The Weekend of Food
This past weekend was filled with something that Argentines do best: eating! On Saturday, we had our “cooking class” excursion with IFSA-Butler. We went to a bodega (winery/vineyard) in the department of Maipu and we learned how to make several traditional Argentine dishes. We made two types of homemade bread, rice with hard noodles, four different types of salad, beef and onion empanadas (it is similar to a pizza pocket, but it tastes a lot better!), oven-baked potato slices with spices, steak fillets topped with a veggie and garlic sauce, tortas fritas con azúcar (similar to a funnel cake or other fried dough with sugar) and dulce de leche crepes (dulce de leche is similar to caramel, and it is the equivalent of peanut butter here in Argentina: they eat it with almost everything!) After we finished cooking, we had quite the feast…Needless to say, I didn’t eat again for over 24 hours! (See below for pictures!)
For Sunday’s lunch, my family had ANOTHER asado (similar to a bbq, but with more meat). We have had an asado every week for the last three weeks! Our family asado consisted of salad, bread, and four rounds of filled platters with all different kinds of beef. I am pretty sure that I have already eaten an entire cow since I have been in Argentina. I typically only eat beef four or five times a year at home in the States, so this beef marathon that is studying abroad in Argentina is quite the change for my diet! The asado also included not one, not two, but THREE desserts! My family rarely eats dessert with any meal, but when they do, they go all-out! There was some type of apple and raisin pie, a chocolate cake layered with dulce de leche icing, and alfajores (popular Argentine cookie sandwiches filled with dulce de leche and sometimes covered in chocolate and/or coconut).

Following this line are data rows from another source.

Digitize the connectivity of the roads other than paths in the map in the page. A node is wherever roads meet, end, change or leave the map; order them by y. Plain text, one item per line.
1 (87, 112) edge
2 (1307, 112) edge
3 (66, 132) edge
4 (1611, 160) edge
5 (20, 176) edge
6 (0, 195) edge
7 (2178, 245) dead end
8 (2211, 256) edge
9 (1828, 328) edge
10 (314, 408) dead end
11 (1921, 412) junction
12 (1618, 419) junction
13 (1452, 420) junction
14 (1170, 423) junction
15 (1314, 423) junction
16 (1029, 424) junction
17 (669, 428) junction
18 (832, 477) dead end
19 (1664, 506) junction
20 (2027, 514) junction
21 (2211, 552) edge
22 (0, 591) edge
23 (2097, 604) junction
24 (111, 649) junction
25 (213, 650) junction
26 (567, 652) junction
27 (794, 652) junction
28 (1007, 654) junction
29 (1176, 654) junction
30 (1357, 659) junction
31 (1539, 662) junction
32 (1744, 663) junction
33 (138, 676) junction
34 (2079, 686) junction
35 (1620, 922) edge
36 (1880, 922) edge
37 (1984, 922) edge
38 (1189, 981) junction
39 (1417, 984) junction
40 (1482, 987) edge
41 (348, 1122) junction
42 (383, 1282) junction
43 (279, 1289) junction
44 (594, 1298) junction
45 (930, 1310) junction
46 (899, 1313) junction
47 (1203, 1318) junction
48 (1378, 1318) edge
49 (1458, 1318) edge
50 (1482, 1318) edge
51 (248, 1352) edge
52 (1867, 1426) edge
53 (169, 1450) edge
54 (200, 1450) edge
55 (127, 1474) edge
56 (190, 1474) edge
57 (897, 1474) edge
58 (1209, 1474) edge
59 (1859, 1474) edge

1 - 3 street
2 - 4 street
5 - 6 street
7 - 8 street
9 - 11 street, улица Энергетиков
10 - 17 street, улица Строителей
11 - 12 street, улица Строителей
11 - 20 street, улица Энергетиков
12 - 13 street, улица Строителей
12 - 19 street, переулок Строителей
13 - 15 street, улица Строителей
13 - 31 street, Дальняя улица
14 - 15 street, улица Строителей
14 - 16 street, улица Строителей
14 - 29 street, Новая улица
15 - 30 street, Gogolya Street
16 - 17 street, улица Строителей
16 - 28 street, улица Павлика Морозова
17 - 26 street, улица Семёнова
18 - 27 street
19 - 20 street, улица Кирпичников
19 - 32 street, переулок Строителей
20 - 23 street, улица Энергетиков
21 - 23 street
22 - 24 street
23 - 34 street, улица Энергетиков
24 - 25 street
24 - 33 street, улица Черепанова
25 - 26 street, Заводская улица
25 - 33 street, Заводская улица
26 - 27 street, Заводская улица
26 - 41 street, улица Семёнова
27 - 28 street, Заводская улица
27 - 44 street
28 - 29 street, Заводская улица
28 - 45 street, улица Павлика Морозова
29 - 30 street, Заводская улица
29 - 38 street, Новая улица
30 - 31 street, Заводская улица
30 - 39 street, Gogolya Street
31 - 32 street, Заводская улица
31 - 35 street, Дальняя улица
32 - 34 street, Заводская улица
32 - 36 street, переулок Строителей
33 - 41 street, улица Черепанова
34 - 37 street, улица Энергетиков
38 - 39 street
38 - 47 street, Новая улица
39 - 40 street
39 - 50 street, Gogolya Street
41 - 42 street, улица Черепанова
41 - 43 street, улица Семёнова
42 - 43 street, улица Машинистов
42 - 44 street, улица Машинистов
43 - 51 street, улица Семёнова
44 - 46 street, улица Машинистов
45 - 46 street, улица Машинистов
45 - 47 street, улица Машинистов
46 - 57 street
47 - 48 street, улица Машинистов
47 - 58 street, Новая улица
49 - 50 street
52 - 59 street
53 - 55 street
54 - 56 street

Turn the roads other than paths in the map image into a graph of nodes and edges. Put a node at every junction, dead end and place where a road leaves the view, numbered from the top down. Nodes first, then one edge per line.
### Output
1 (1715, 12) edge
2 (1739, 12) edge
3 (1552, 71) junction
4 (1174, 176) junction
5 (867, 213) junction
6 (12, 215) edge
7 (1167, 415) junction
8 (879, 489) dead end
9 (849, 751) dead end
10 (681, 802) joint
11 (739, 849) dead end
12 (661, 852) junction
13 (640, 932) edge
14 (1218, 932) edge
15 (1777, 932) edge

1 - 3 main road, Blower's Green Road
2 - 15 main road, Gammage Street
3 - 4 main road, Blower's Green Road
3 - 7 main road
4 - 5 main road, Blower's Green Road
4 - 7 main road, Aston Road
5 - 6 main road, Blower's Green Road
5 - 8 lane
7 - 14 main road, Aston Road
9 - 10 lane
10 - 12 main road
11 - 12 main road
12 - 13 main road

The asado is not just an event for eating, though. Asado is heavily based around spending time with family and/or friends, and enjoying each other’s company. My extended family was over all day yesterday, as they typically come over in the morning and stay until dark on asado days. It’s really nice to see the extended family so often, rather than just on holidays, as my real family typically does in the US. Saying this, I think it is a little easier to make happen here in Argentina, because there is typically absolutely NOTHING to do on Sundays, whereas in the U.S. several people still have to go to work, or go to sports events, or catch up on homework/laundry/cleaning etc.
Next week is our ‘Spring Break’ (I put it in scare quotes because I technically still have class, but several of the IFSA-Butler students do not, so those of us who have classes are skipping them to travel with the others!) and I am going to Salta, in the Northwest of Argentina. I am incredibly excited, because apart from the national parks and gorgeous natural beauties in that region of the country, the Salta area is also where much of Argentine folk music originated, so I hope to be able to experience some of that while we are there as well!